Présenté comme « la parodie musicale coquine ultime », Les amoureux en fait a beaucoup à faire, et le résultat est un sac mitigé. Tout comme son matériel source, il se passe beaucoup de choses, probablement trop. La série réinterprète toutes les intrigues secondaires du film mais parvient d’une manière ou d’une autre à rendre le résultat beaucoup plus fragmenté et narrativement décousu. Ce qui en ressort ressemble moins à une comédie musicale cohérente qu’à un sketch télévisé composé de décors dentelés avec des personnages récurrents. Quiconque ne connaît pas le film le trouvera probablement un gâchis déroutant et légèrement drôle. Même les fans peuvent avoir du mal à suivre le fil.
La grâce salvatrice est la distribution d’ensemble. Joseph Beach, Ross Clifton, Martha Pothen et Holly Sumpton font comme s’il n’y avait pas de lendemain, offrant des performances exagérées avec enthousiasme. Remarquablement, ces quatre acteurs s’attaquent aux quelque 14 personnages clés du film, se lançant pleinement dans chaque rôle et portant une grande partie de la production sur leurs épaules.

L’émission regorge de blagues, mais la façon dont vous la trouverez drôle dépend entièrement de votre sens de l’humour. Si l’idée de prendre le « Jump » des Pointer Sisters (sur lequel Hugh Grant a dansé dans le film) et d’en faire un hommage chargé d’insinuations au thé et aux biscuits (y compris des lignes telles que « Je veux faire éclater son hob nob dans mon gob » et « Je veux tremper mon biccie dans ton infusion ») vous plaît, alors c’est exactement ce qu’il vous faut. C’est sans vergogne de l’humour de fraternité.

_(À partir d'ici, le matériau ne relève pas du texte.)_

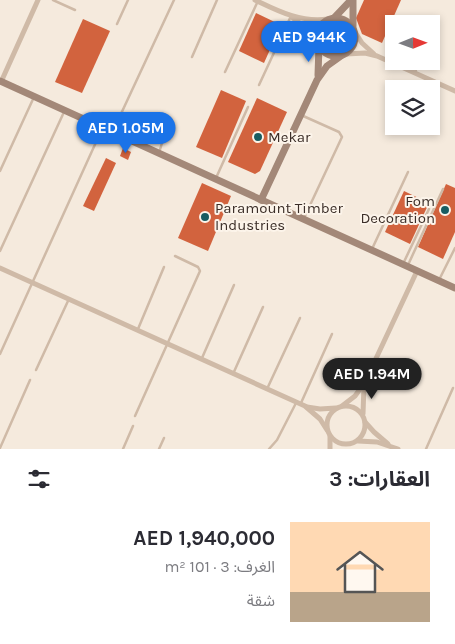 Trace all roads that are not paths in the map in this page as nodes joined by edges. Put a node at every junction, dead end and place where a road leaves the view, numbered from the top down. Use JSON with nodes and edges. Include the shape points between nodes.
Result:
{"nodes":[{"id":1,"x":38,"y":0,"type":"edge"},
{"id":2,"x":53,"y":0,"type":"edge"},
{"id":3,"x":128,"y":0,"type":"edge"},
{"id":4,"x":174,"y":0,"type":"edge"},
{"id":5,"x":217,"y":0,"type":"edge"},
{"id":6,"x":352,"y":0,"type":"edge"},
{"id":7,"x":259,"y":1,"type":"edge"},
{"id":8,"x":75,"y":10,"type":"dead end"},
{"id":9,"x":291,"y":16,"type":"junction"},
{"id":10,"x":331,"y":19,"type":"junction"},
{"id":11,"x":117,"y":24,"type":"dead end"},
{"id":12,"x":354,"y":29,"type":"junction"},
{"id":13,"x":318,"y":43,"type":"junction"},
{"id":14,"x":343,"y":55,"type":"junction"},
{"id":15,"x":377,"y":56,"type":"junction"},
{"id":16,"x":192,"y":57,"type":"dead end"},
{"id":17,"x":226,"y":72,"type":"dead end"},
{"id":18,"x":415,"y":72,"type":"joint"},
{"id":19,"x":317,"y":80,"type":"junction"},
{"id":20,"x":1,"y":82,"type":"edge"},
{"id":21,"x":259,"y":85,"type":"dead end"},
{"id":22,"x":455,"y":91,"type":"edge"},
{"id":23,"x":34,"y":97,"type":"junction"},
{"id":24,"x":248,"y":106,"type":"dead end"},
{"id":25,"x":65,"y":111,"type":"junction"},
{"id":26,"x":301,"y":115,"type":"junction"},
{"id":27,"x":118,"y":119,"type":"junction"},
{"id":28,"x":103,"y":128,"type":"junction"},
{"id":29,"x":112,"y":132,"type":"junction"},
{"id":30,"x":159,"y":153,"type":"junction"},
{"id":31,"x":0,"y":171,"type":"edge"},
{"id":32,"x":408,"y":172,"type":"dead end"},
{"id":33,"x":216,"y":179,"type":"junction"},
{"id":34,"x":443,"y":189,"type":"dead end"},
{"id":35,"x":261,"y":200,"type":"junction"},
{"id":36,"x":429,"y":209,"type":"dead end"},
{"id":37,"x":304,"y":219,"type":"junction"},
{"id":38,"x":455,"y":248,"type":"edge"},
{"id":39,"x":0,"y":250,"type":"edge"},
{"id":40,"x":372,"y":250,"type":"junction"},
{"id":41,"x":175,"y":256,"type":"dead end"},
{"id":42,"x":405,"y":266,"type":"junction"},
{"id":43,"x":164,"y":267,"type":"dead end"},
{"id":44,"x":0,"y":268,"type":"edge"},
{"id":45,"x":417,"y":271,"type":"junction"},
{"id":46,"x":439,"y":281,"type":"junction"},
{"id":47,"x":32,"y":282,"type":"junction"},
{"id":48,"x":234,"y":285,"type":"dead end"},
{"id":49,"x":455,"y":288,"type":"edge"},
{"id":50,"x":69,"y":299,"type":"junction"},
{"id":51,"x":263,"y":307,"type":"dead end"},
{"id":52,"x":300,"y":318,"type":"dead end"},
{"id":53,"x":138,"y":330,"type":"junction"},
{"id":54,"x":332,"y":334,"type":"dead end"},
{"id":55,"x":168,"y":344,"type":"junction"},
{"id":56,"x":0,"y":354,"type":"edge"},
{"id":57,"x":201,"y":359,"type":"junction"},
{"id":58,"x":36,"y":370,"type":"dead end"},
{"id":59,"x":233,"y":374,"type":"junction"},
{"id":60,"x":30,"y":380,"type":"dead end"},
{"id":61,"x":365,"y":382,"type":"junction"},
{"id":62,"x":453,"y":388,"type":"dead end"},
{"id":63,"x":267,"y":390,"type":"junction"},
{"id":64,"x":300,"y":404,"type":"junction"},
{"id":65,"x":339,"y":407,"type":"junction"},
{"id":66,"x":135,"y":416,"type":"dead end"},
{"id":67,"x":364,"y":419,"type":"junction"},
{"id":68,"x":133,"y":426,"type":"dead end"},
{"id":69,"x":329,"y":433,"type":"junction"},
{"id":70,"x":164,"y":438,"type":"dead end"},
{"id":71,"x":354,"y":442,"type":"junction"},
{"id":72,"x":390,"y":445,"type":"junction"},
{"id":73,"x":0,"y":448,"type":"edge"},
{"id":74,"x":123,"y":449,"type":"edge"},
{"id":75,"x":159,"y":449,"type":"edge"},
{"id":76,"x":269,"y":449,"type":"edge"},
{"id":77,"x":330,"y":449,"type":"edge"},
{"id":78,"x":344,"y":449,"type":"edge"},
{"id":79,"x":398,"y":449,"type":"edge"},
{"id":80,"x":426,"y":449,"type":"edge"}],
"edges":[{"from":1,"to":20,"type":"street"},
{"from":2,"to":8,"type":"lane"},
{"from":3,"to":11,"type":"lane"},
{"from":4,"to":27,"type":"lane"},
{"from":5,"to":16,"type":"lane"},
{"from":6,"to":10,"type":"street"},
{"from":6,"to":12,"type":"street"},
{"from":7,"to":9,"type":"street"},
{"from":7,"to":17,"type":"lane"},
{"from":9,"to":10,"type":"street","via":[[308,20]]},
{"from":9,"to":13,"type":"street","via":[[305,26]]},
{"from":9,"to":21,"type":"lane"},
{"from":10,"to":12,"type":"street","via":[[344,19]]},
{"from":10,"to":13,"type":"street","via":[[320,26]]},
{"from":12,"to":14,"type":"street","via":[[355,42]]},
{"from":12,"to":15,"type":"street","via":[[362,43]]},
{"from":13,"to":14,"type":"street","via":[[326,54]]},
{"from":13,"to":19,"type":"street","via":[[320,67]]},
{"from":14,"to":15,"type":"street","via":[[365,53]]},
{"from":14,"to":19,"type":"street","via":[[327,66]]},
{"from":15,"to":18,"type":"street"},
{"from":18,"to":22,"type":"street"},
{"from":19,"to":26,"type":"street"},
{"from":20,"to":23,"type":"street"},
{"from":23,"to":25,"type":"street"},
{"from":23,"to":31,"type":"lane"},
{"from":24,"to":33,"type":"lane"},
{"from":25,"to":28,"type":"street"},
{"from":25,"to":39,"type":"lane"},
{"from":26,"to":35,"type":"street"},
{"from":26,"to":37,"type":"lane","via":[[339,132],[342,137]]},
{"from":27,"to":29,"type":"lane"},
{"from":27,"to":30,"type":"lane","via":[[159,138],[162,143]]},
{"from":28,"to":29,"type":"street"},
{"from":28,"to":47,"type":"lane"},
{"from":29,"to":30,"type":"street"},
{"from":30,"to":33,"type":"street"},
{"from":32,"to":40,"type":"lane"},
{"from":33,"to":35,"type":"street"},
{"from":34,"to":42,"type":"lane"},
{"from":35,"to":37,"type":"street"},
{"from":36,"to":42,"type":"lane"},
{"from":37,"to":40,"type":"street"},
{"from":38,"to":46,"type":"lane"},
{"from":40,"to":42,"type":"street"},
{"from":41,"to":55,"type":"lane","via":[[200,270]]},
{"from":42,"to":45,"type":"street"},
{"from":43,"to":53,"type":"lane"},
{"from":44,"to":47,"type":"street"},
{"from":45,"to":46,"type":"street"},
{"from":45,"to":61,"type":"street"},
{"from":46,"to":49,"type":"street"},
{"from":47,"to":50,"type":"street"},
{"from":47,"to":56,"type":"lane"},
{"from":48,"to":57,"type":"lane"},
{"from":50,"to":53,"type":"street"},
{"from":50,"to":58,"type":"lane"},
{"from":51,"to":59,"type":"lane"},
{"from":52,"to":63,"type":"lane"},
{"from":53,"to":55,"type":"street"},
{"from":54,"to":64,"type":"lane"},
{"from":55,"to":57,"type":"street"},
{"from":55,"to":66,"type":"lane"},
{"from":57,"to":59,"type":"street"},
{"from":59,"to":63,"type":"street"},
{"from":60,"to":73,"type":"lane"},
{"from":61,"to":65,"type":"street","via":[[355,396]]},
{"from":61,"to":67,"type":"street"},
{"from":62,"to":80,"type":"lane"},
{"from":63,"to":64,"type":"street"},
{"from":64,"to":65,"type":"street","via":[[320,409]]},
{"from":64,"to":69,"type":"street","via":[[320,419]]},
{"from":64,"to":76,"type":"lane"},
{"from":65,"to":67,"type":"street","via":[[352,407]]},
{"from":65,"to":69,"type":"street","via":[[330,415]]},
{"from":67,"to":71,"type":"street","via":[[364,432]]},
{"from":67,"to":72,"type":"street"},
{"from":68,"to":74,"type":"lane"},
{"from":69,"to":71,"type":"street","via":[[342,444]]},
{"from":69,"to":77,"type":"street"},
{"from":70,"to":75,"type":"lane"},
{"from":71,"to":72,"type":"street"},
{"from":71,"to":78,"type":"street"},
{"from":72,"to":79,"type":"street"}]} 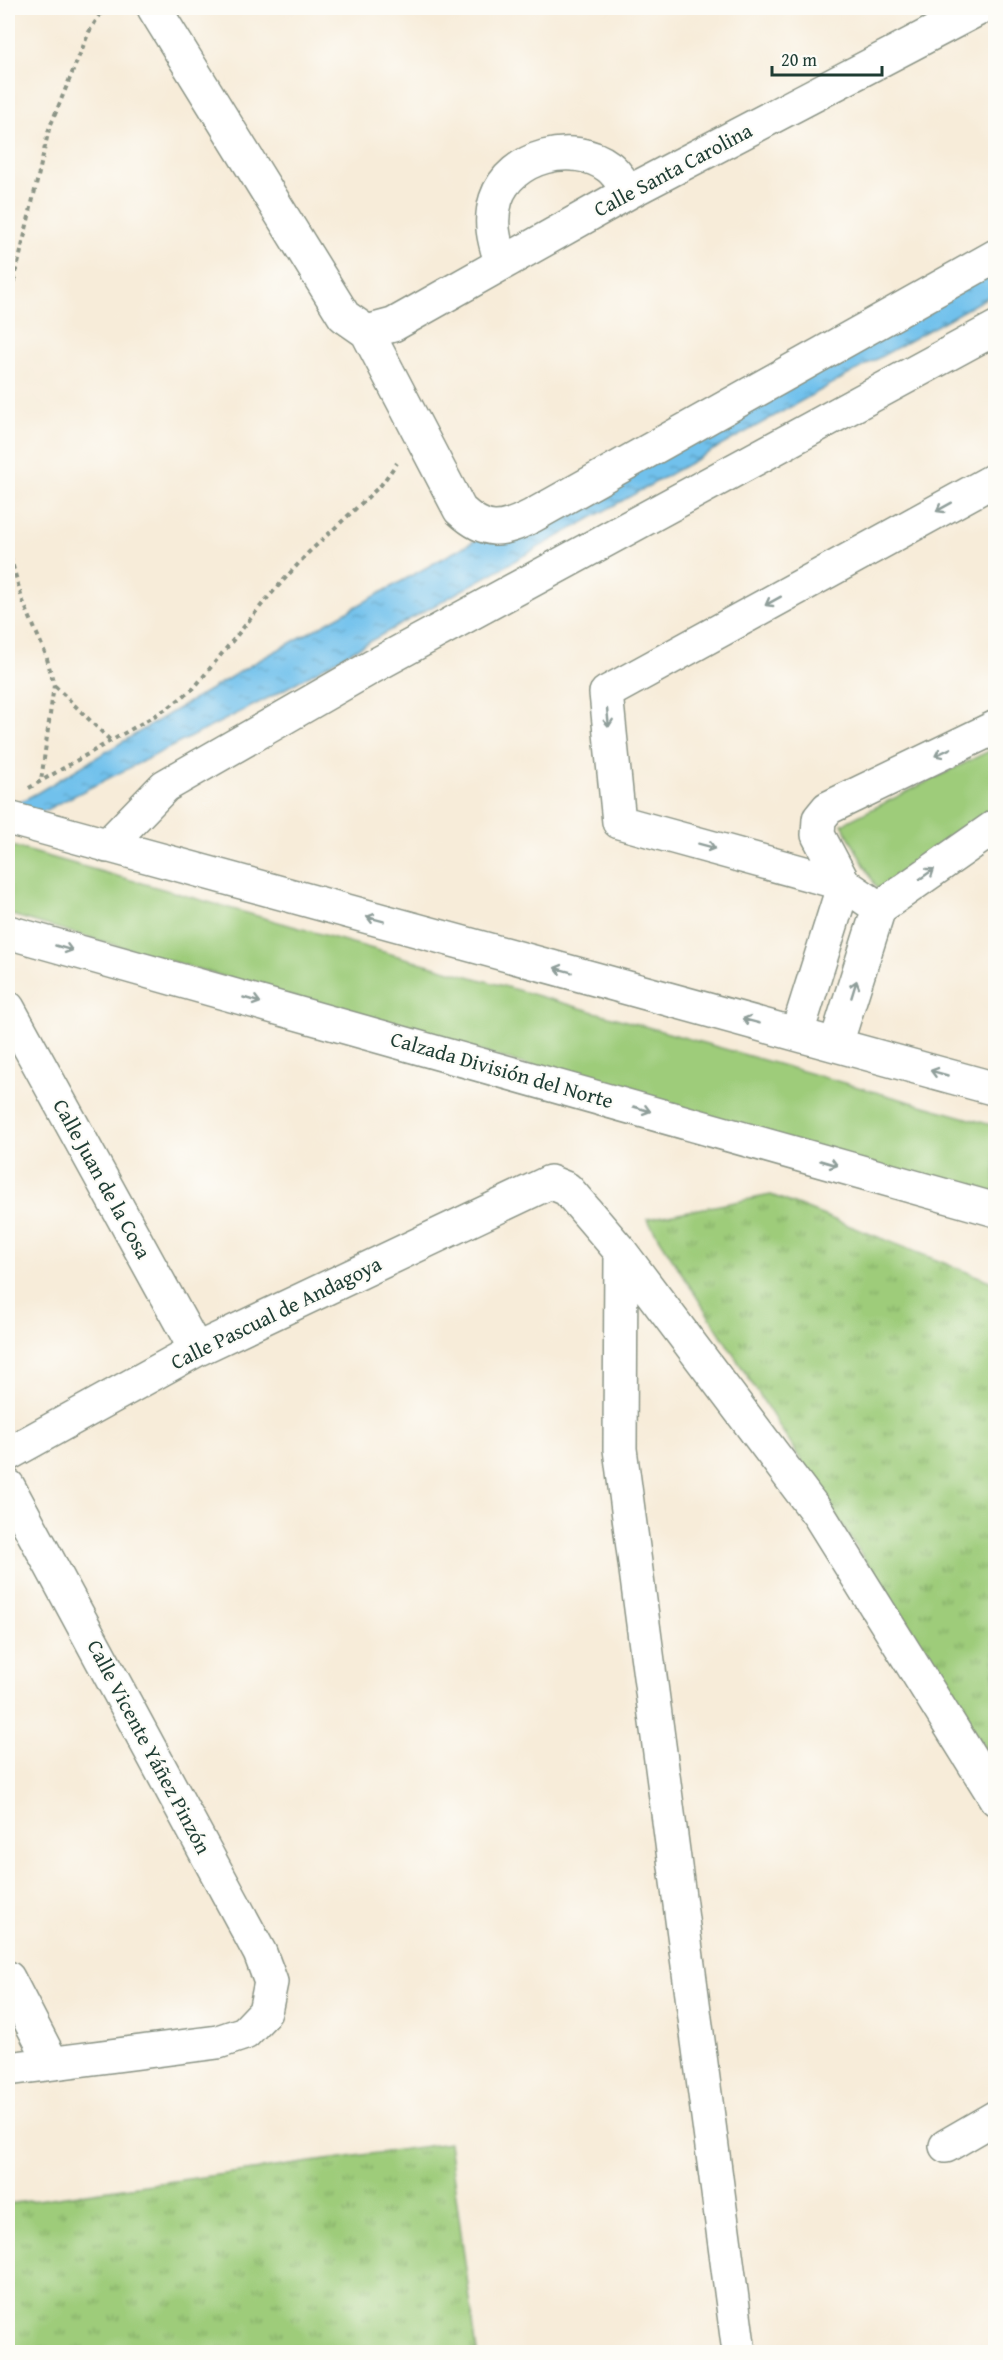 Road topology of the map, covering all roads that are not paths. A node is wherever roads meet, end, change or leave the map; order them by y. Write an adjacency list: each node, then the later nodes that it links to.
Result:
1 (154, 8): 7 (street)
2 (980, 8): 3 (street, Calle Santa Carolina)
3 (629, 192): 5 (street, Calle Santa Carolina); 5 (street)
4 (996, 256): 7 (street)
5 (501, 262): 7 (street, Calle Santa Carolina)
6 (996, 328): 12 (street)
7 (367, 332)
8 (996, 479): 13 (street, one-way to 13)
9 (996, 727): 13 (street, one-way to 13)
10 (18, 821): 12 (street)
11 (996, 826): 14 (street, one-way to 11)
12 (107, 846): 17 (street, one-way to 12)
13 (844, 884): 14 (street); 17 (street)
14 (879, 908): 18 (street, one-way to 14)
15 (8, 932): 20 (street, Calzada División del Norte, one-way to 20)
16 (8, 1008): 22 (street, Calle Juan de la Cosa)
17 (797, 1033): 18 (street)
18 (836, 1044): 19 (street, one-way to 18)
19 (996, 1089)
20 (996, 1210)
21 (621, 1252): 22 (street, Calle Pascual de Andagoya); 25 (street); 31 (street)
22 (196, 1350): 23 (street, Calle Pascual de Andagoya)
23 (8, 1454)
24 (8, 1486): 27 (street, Calle Vicente Yáñez Pinzón)
25 (996, 1799)
26 (8, 1978): 27 (street)
27 (52, 2063): 28 (street)
28 (8, 2069)
29 (996, 2117): 30 (street)
30 (946, 2146)
31 (739, 2352)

Prenger et Hurst intègrent une vingtaine de chansons dans le spectacle, toutes réécrites avec des paroles trop suggestives. Les personnages du film sont en outre parodiés via les stars qui les ont joués à l’origine : Daniel (Liam Neeson dans le film) est interprété comme un homme criard, amateur d’armes et en proie à la vengeance ; Juliet (le personnage de Keira Knightley) parle les dents serrées ; et Harry (Alan Rickman) continue de s’aventurer sur le territoire de Poudlard.
Regarder Les amoureux en faitvous pouvez voir que l’équipe créative s’est vraiment amusée à écrire et à produire la série, mais cela ne se traduit pas fortement dans la production finale. Malgré ses problèmes, le film était très drôle et avait du cœur. Les amoureux en fait maintient le taux de plaisanterie à un niveau élevé, voire plus élevé, mais semble avoir sacrifié la qualité au détriment de la quantité et, pire que tout, remplacé le cœur émotionnel par la puérilité.
Les fans du film trouveront de quoi rire, mais l’expérience fonctionne mieux si vous l’abordez comme une série segmentée de croquis plutôt que comme un récit unique. Et après, vous aurez probablement envie de rentrer chez vous et de revoir le film original.